**TASK GOAL**. The lines to print run from the top of the material below to the line with "53.5 686 l -2", inclusive; please copy them exactly, without pictures.

**TASK INPUTS**.
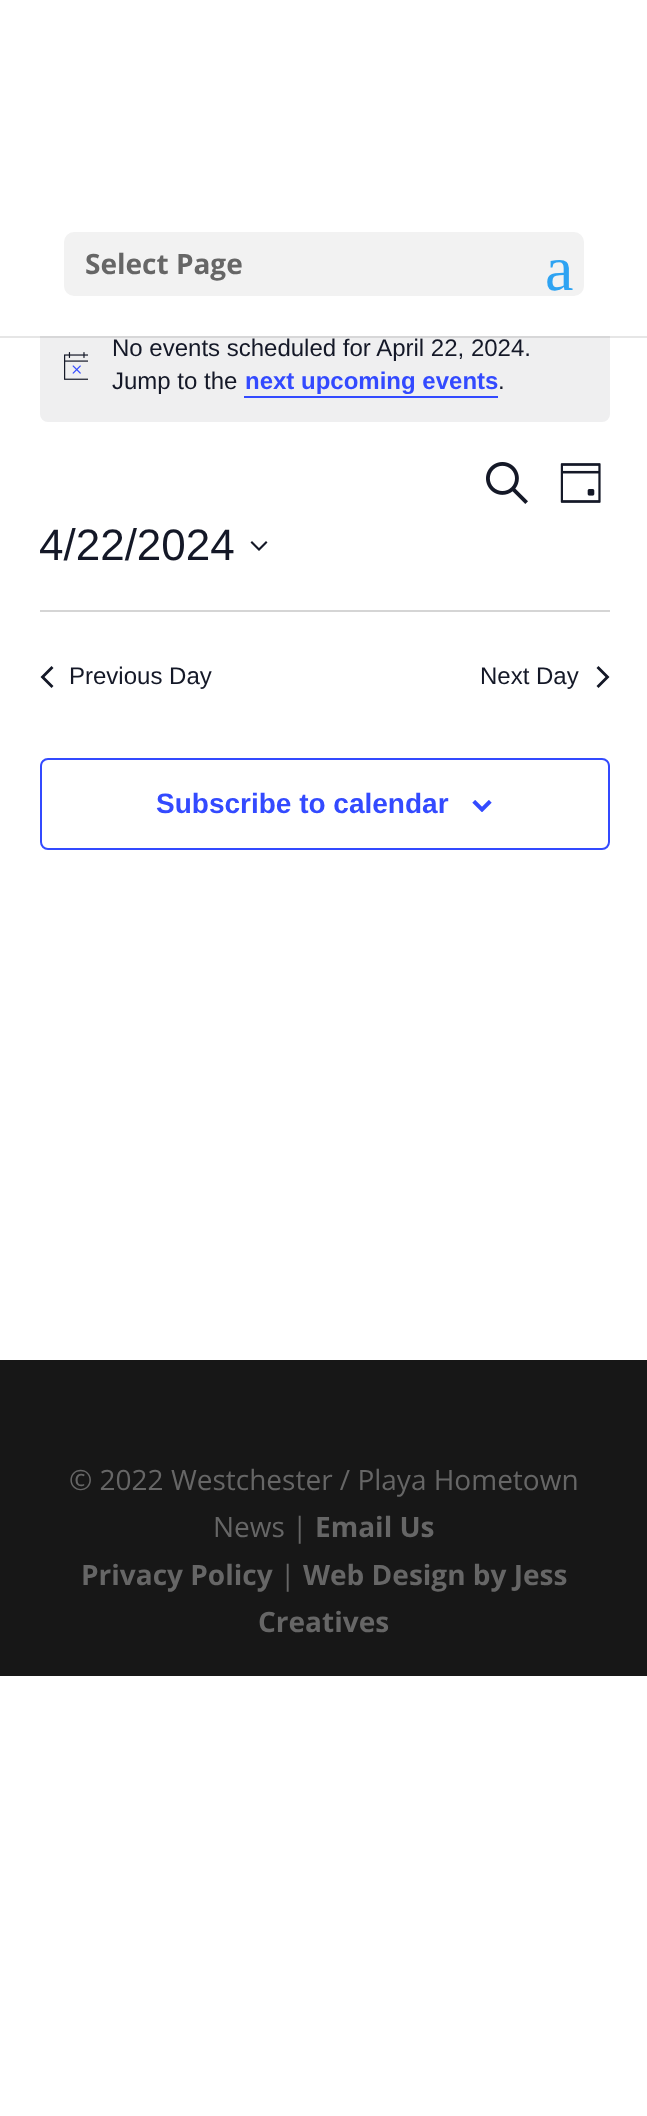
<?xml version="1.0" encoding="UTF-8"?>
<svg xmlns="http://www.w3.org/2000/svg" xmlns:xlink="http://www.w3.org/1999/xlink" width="647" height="2116">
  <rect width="100%" height="100%" fill="#ffffff" />
  <rect y="336" width="647" height="2" fill="#e6e6e6" />
  <rect x="40" y="308" width="570" height="114" rx="8" fill="#efeff0" />
  <rect x="40" y="308" width="570" height="28" fill="#ffffff" />
  <rect x="64" y="232" width="520" height="64" rx="10" fill="#f2f2f2" />
  <rect x="40" y="336" width="570" height="2" fill="#d7d7d8" />
  <image x="64" y="352" width="24" height="28" xlink:href="image1.png" />
  <rect x="244" y="396" width="254" height="2" fill="#334aff" />
  <image x="486" y="462" width="42" height="42" xlink:href="image2.png" />
  <image x="560" y="463" width="41" height="40" xlink:href="image3.png" />
  <path d="M 252 541 l 7 7 l 7 -7 l 1.5 1.5 l -8.5 8.5 l -8.5 -8.5 z" fill="#141827" fill-rule="evenodd" />
  <rect x="40" y="610" width="570" height="2" fill="#d5d5d5" />
  <path d="M 53.5 686 l -2 2 l -11 -11 l 11 -11 l 2 2 l -9 9 z" fill="#141827" />
  <path d="M 596.5 668 l 2 -2 l 11 11 l -11 11 l -2 -2 l 9 -9 z" fill="#141827" />
  <rect x="41" y="759" width="568" height="90" rx="7" fill="none" stroke="#334aff" stroke-width="2" />
  <image x="472" y="800" width="20" height="12" xlink:href="image4.png" />
  <rect y="1360" width="647" height="316" fill="#171717" />
  <text x="85" y="274" style="font-family: Open Sans; font-size: 28px; font-weight: bold; fill: #666666">Select Page</text>
  <text x="545" y="290" style="font-family: Liberation Serif; font-size: 64px; fill: #2ea3f2">a</text>
  <text x="112" y="356" style="font-family: Liberation Sans; font-size: 24px; fill: #141827">No events scheduled for April 22, 2024.</text>
  <text x="112" y="389" style="font-family: Liberation Sans; font-size: 24px; fill: #141827">Jump to the</text>
  <text x="245" y="389" style="font-family: Liberation Sans; font-size: 24px; font-weight: bold; fill: #334aff">next upcoming events</text>
  <text x="498" y="389" style="font-family: Liberation Sans; font-size: 24px; fill: #141827">.</text>
  <text x="39" y="560" style="font-family: Liberation Sans; font-size: 44px; fill: #141827">4/22/2024</text>
  <text x="69" y="684" style="font-family: Liberation Sans; font-size: 24px; fill: #141827">Previous Day</text>
  <text x="480" y="684" style="font-family: Liberation Sans; font-size: 24px; fill: #141827">Next Day</text>
  <text x="156" y="813" style="font-family: Liberation Sans; font-size: 28px; font-weight: bold; fill: #334aff">Subscribe to calendar</text>
  <text x="69" y="1490" style="font-family: Open Sans; font-size: 28px; fill: #666666">© 2022 Westchester / Playa Hometown</text>
  <text x="213" y="1537" style="font-family: Open Sans; font-size: 28px; fill: #666666">News |</text>
  <text x="315" y="1537" style="font-family: Open Sans; font-size: 28px; font-weight: bold; fill: #666666">Email Us</text>
  <text x="81" y="1585" style="font-family: Open Sans; font-size: 28px; font-weight: bold; fill: #666666">Privacy Policy</text>
  <text x="280" y="1585" style="font-family: Open Sans; font-size: 28px; fill: #666666">|</text>
  <text x="303" y="1585" style="font-family: Open Sans; font-size: 28px; font-weight: bold; fill: #666666">Web Design by Jess</text>
  <text x="258" y="1632" style="font-family: Open Sans; font-size: 28px; font-weight: bold; fill: #666666">Creatives</text>
</svg>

**ANSWER FOR THE TASK**.
<?xml version="1.0" encoding="UTF-8"?>
<svg xmlns="http://www.w3.org/2000/svg" xmlns:xlink="http://www.w3.org/1999/xlink" width="647" height="2116">
  <rect width="100%" height="100%" fill="#ffffff" />
  <rect y="336" width="647" height="2" fill="#e6e6e6" />
  <rect x="40" y="308" width="570" height="114" rx="8" fill="#efeff0" />
  <rect x="40" y="308" width="570" height="28" fill="#ffffff" />
  <rect x="64" y="232" width="520" height="64" rx="10" fill="#f2f2f2" />
  <rect x="40" y="336" width="570" height="2" fill="#d7d7d8" />
  <image x="64" y="352" width="24" height="28" xlink:href="image1.png" />
  <rect x="244" y="396" width="254" height="2" fill="#334aff" />
  <image x="486" y="462" width="42" height="42" xlink:href="image2.png" />
  <image x="560" y="463" width="41" height="40" xlink:href="image3.png" />
  <path d="M 252 541 l 7 7 l 7 -7 l 1.5 1.5 l -8.5 8.5 l -8.5 -8.5 z" fill="#141827" fill-rule="evenodd" />
  <rect x="40" y="610" width="570" height="2" fill="#d5d5d5" />
  <path d="M 53.5 686 l -2 2 l -11 -11 l 11 -11 l 2 2 l -9 9 z" fill="#141827" />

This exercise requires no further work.